There was also the birth of a new Mab called relatlimab at ESMO 17 as we heard about initial results on patients who have relapsed on Anti Pd1/Pd-L1 treatment treated with this in combination with Nivo. Half of all patients treated and two-thirds of those patients with LAG-3–positive tumors  benefited it seemed patients without the BRAF positive mutation did better. Unfortunately too many patients find themselves in the position of having already failed Targeted therapy and immunotherapy  at the end of the treatment pathway this trial offers a glimmer of hope in a grim situation and such is the desperation for new options I have heard there is a waiting list to get screened for this trial in a European trial centre that cannot accept any more patients. Research very sadly does not move as quickly as necessary for us patients it is a long slow process to identify a target, find lead molecules that might be developed into drugs and then go through the regulatory and trials process to ensure it’s safe to use and it is effective as a treatment. 
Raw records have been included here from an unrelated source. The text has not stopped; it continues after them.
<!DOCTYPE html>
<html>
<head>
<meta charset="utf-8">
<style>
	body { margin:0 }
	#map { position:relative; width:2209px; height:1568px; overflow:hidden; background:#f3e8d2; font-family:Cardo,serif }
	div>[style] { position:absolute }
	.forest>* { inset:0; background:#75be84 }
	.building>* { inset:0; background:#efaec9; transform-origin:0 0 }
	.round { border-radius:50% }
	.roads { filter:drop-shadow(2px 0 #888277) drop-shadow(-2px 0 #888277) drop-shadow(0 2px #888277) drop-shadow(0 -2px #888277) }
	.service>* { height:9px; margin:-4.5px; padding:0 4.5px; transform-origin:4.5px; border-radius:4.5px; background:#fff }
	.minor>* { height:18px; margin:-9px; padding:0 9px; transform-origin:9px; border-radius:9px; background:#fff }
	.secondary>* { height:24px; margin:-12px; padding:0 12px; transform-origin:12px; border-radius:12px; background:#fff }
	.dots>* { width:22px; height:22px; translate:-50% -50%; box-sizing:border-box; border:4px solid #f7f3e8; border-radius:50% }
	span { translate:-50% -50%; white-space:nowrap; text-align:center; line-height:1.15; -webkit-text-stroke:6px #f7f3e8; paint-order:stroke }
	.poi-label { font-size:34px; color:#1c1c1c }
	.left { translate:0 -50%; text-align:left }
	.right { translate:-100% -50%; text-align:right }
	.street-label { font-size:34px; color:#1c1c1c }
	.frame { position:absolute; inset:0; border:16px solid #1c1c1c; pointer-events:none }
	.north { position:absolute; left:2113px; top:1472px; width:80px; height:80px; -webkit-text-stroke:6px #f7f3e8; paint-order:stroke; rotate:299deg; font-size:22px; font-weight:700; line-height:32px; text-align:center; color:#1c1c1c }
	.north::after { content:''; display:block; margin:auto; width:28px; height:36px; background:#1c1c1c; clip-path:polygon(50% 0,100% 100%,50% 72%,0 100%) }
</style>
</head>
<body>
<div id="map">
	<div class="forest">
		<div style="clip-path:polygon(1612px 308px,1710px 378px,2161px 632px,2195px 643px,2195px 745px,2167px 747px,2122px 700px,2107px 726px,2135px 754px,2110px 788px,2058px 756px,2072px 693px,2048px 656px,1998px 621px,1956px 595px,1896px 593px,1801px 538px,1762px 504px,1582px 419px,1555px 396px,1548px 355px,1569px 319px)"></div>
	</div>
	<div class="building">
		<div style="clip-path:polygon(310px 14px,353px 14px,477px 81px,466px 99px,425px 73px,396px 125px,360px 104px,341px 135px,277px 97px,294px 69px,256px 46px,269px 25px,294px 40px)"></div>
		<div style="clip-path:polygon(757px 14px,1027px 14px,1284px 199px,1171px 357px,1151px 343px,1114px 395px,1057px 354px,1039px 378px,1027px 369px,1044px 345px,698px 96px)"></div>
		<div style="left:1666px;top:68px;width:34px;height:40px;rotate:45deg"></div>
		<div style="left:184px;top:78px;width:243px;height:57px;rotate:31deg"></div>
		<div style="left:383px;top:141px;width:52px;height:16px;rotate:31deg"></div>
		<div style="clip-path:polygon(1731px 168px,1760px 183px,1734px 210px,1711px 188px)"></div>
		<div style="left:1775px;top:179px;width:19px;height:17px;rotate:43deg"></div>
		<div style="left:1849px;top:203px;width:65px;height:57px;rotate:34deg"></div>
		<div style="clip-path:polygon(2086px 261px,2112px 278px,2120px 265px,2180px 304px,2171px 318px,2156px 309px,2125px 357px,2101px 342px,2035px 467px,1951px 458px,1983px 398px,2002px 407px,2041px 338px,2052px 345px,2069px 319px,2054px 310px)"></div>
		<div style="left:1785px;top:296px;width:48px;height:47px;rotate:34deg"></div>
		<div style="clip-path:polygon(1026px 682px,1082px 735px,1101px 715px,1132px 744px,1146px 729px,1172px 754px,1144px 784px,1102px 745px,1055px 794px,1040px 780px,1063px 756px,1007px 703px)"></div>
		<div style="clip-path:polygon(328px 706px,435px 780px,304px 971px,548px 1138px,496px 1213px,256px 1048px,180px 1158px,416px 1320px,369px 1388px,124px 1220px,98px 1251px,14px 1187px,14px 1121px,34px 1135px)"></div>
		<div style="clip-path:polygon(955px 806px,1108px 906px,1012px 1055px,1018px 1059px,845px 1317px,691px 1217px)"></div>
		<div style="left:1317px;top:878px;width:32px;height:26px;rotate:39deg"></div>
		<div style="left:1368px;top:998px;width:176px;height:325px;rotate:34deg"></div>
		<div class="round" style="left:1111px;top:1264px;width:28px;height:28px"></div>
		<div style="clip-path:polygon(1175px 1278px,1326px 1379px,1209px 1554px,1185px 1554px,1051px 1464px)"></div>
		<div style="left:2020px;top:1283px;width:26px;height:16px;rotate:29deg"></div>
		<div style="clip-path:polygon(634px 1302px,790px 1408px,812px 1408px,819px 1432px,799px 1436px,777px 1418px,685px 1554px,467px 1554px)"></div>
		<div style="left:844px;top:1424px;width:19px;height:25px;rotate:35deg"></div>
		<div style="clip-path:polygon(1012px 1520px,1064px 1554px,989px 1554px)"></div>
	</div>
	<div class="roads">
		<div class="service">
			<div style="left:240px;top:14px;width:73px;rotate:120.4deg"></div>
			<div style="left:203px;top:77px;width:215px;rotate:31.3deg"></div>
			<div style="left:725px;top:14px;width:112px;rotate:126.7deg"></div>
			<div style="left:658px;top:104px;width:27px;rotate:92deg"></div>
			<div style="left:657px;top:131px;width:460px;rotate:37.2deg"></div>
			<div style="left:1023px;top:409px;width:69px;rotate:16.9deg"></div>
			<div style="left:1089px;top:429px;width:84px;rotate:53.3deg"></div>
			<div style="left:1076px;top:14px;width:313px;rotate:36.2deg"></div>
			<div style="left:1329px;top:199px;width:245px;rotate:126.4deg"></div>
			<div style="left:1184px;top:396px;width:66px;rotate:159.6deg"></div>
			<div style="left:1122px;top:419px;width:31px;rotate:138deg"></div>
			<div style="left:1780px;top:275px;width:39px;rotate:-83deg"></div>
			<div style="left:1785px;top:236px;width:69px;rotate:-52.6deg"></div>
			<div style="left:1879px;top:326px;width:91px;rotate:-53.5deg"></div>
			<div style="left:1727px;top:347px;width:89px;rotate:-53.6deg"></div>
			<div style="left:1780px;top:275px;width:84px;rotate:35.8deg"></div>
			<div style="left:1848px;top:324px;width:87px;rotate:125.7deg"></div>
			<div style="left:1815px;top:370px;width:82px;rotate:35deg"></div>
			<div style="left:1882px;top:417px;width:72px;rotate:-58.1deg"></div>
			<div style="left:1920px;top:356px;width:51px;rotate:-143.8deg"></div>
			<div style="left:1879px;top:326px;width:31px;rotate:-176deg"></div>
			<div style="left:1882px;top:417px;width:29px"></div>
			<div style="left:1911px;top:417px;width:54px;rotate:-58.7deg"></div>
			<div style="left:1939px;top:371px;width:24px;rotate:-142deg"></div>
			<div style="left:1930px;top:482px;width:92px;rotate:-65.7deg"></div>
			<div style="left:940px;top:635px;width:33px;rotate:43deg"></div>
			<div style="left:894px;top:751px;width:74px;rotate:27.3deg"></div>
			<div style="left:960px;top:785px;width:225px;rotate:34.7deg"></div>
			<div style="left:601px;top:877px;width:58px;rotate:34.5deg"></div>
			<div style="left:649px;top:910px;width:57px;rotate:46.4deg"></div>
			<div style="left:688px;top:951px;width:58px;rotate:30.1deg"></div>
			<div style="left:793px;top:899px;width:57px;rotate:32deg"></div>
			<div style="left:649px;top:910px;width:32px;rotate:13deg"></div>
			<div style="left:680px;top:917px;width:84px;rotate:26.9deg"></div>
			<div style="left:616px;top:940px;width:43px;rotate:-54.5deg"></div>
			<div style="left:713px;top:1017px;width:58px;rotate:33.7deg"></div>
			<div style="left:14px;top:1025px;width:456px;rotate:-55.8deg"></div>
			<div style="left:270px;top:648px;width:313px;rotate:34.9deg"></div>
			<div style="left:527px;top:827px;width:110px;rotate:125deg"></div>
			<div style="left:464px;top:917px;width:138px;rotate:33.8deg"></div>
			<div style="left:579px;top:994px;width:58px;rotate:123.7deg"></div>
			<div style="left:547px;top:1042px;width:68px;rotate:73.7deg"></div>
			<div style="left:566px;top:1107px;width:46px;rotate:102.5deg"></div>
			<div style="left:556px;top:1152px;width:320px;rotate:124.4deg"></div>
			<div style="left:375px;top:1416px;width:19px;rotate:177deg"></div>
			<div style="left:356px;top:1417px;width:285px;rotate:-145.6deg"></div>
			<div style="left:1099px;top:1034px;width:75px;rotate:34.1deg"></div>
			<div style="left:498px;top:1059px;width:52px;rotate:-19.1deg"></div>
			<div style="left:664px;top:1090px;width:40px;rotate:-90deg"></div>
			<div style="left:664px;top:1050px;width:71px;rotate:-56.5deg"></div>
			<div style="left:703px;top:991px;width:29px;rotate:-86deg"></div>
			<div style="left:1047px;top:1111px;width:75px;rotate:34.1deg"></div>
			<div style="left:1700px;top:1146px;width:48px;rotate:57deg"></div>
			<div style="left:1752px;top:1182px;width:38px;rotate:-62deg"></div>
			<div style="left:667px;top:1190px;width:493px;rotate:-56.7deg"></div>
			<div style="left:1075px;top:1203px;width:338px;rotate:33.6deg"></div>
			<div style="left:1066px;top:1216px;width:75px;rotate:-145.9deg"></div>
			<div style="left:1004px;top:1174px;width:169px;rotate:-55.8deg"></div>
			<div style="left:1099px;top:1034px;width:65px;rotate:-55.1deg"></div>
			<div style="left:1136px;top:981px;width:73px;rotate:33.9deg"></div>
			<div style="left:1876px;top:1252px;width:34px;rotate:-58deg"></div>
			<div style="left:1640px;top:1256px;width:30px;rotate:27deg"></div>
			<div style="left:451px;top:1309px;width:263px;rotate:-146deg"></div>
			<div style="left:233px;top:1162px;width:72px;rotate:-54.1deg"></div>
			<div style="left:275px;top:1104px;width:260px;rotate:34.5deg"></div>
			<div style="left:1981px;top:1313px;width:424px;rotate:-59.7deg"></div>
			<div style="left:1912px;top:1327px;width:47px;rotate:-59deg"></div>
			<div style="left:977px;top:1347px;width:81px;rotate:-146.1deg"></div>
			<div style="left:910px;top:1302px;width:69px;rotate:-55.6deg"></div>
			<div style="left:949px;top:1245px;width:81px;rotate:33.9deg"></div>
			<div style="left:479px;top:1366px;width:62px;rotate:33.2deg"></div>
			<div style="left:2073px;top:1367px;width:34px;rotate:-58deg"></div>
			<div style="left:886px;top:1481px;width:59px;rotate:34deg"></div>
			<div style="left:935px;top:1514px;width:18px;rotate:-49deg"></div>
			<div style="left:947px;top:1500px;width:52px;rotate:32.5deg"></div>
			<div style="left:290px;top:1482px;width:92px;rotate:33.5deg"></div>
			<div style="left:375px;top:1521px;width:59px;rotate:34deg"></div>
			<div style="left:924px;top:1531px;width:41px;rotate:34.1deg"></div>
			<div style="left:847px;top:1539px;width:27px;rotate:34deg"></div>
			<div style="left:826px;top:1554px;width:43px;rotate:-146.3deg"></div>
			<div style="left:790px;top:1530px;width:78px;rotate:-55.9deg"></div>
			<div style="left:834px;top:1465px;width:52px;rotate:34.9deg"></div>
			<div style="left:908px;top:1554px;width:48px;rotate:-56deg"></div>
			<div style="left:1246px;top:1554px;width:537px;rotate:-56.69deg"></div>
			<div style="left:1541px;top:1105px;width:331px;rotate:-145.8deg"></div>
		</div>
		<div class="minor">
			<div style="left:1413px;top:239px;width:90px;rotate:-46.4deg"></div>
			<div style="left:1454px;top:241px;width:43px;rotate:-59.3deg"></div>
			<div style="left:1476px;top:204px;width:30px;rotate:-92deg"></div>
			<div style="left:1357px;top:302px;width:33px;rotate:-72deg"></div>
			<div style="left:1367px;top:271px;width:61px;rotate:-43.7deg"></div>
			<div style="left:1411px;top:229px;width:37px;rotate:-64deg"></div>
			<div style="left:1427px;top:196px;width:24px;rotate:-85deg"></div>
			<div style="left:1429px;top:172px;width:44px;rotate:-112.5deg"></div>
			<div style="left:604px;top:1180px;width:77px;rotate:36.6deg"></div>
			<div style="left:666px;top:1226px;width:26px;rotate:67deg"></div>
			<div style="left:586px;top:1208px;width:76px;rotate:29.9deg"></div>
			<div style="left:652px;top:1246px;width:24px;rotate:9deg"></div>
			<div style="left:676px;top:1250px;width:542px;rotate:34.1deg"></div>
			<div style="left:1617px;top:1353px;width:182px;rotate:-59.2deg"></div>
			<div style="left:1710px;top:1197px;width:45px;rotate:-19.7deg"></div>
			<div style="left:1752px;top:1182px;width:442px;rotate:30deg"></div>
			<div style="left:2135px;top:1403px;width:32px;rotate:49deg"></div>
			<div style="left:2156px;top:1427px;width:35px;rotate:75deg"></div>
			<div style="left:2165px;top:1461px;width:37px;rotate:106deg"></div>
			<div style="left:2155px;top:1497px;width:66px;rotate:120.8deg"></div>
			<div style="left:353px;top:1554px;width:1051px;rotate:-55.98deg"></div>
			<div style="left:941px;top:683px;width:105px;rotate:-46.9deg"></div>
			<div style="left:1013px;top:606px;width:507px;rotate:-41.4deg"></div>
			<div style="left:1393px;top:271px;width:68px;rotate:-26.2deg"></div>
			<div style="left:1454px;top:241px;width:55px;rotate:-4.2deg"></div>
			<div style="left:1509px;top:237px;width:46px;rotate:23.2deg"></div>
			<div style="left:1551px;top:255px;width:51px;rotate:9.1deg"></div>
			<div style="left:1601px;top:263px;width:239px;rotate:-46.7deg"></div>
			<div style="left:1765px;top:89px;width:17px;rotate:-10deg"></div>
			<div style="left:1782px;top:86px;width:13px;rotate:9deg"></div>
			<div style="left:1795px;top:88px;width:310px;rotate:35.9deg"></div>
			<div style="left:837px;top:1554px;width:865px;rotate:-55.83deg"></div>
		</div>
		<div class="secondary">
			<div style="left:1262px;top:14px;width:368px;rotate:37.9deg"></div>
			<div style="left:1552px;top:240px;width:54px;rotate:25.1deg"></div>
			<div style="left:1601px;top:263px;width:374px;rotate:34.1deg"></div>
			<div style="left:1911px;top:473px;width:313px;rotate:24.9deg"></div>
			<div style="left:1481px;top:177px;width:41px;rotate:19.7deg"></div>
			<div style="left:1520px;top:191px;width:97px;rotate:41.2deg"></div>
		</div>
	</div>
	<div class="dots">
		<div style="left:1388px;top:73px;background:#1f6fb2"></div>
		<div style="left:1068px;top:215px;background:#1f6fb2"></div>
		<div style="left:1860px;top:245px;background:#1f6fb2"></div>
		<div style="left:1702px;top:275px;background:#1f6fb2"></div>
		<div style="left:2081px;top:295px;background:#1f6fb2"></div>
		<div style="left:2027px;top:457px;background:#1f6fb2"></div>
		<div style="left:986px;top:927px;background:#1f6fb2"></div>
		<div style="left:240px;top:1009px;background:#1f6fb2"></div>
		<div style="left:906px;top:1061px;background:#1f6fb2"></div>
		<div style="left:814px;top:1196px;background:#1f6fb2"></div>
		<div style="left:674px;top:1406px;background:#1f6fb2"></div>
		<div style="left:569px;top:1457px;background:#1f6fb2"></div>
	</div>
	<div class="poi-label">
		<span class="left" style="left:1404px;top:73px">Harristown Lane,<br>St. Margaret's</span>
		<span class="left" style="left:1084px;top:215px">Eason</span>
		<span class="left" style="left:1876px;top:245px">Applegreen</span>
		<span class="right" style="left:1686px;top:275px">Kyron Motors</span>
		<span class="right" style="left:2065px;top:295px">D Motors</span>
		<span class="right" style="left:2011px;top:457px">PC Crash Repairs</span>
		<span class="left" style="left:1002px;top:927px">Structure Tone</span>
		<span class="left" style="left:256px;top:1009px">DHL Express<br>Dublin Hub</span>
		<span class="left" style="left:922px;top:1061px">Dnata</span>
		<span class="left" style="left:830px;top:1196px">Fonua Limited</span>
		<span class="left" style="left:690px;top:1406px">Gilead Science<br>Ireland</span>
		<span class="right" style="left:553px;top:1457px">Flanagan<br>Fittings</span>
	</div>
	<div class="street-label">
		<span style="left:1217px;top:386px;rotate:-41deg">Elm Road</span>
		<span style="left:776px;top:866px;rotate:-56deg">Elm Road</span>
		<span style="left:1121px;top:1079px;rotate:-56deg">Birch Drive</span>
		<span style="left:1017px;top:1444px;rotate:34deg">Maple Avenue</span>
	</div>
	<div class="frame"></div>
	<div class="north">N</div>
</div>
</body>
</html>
Also on the menu so to speak was the subject of fecal transplants (put down that Poo, this is not a DIY job) this research has been ongoing at University of Texas MD Anderson Cancer Centre. It is suggested that gut microbiome may influence your response to immunotherapy treatment. Something that may change the health of your gut microbiome is using antibiotics in the month prior to immunotherapy treatment (study by Gustave Roussy Cancer Institute Lisa Derosa MD). But of course it is not recommended to forego treatment for an infection if needed. It is a hot topic of research at the moment and we await further results on this. The gut bacteria that is being examined is very particular and not of the type to be found in your morning yogurt drink, it’s also not a good idea to rush off to the health food shop for supplements without first contacting your consultant if you’re in treatment as many over the counter medications can cause adverse drug interactions.

So there you have it a small summary of some of the most groundbreaking research in Melanoma at present, it gives great hope for the future that these treatments will save and extend many more lives beyond the realms of what we think is possible the future is bright the future could be Poo!!!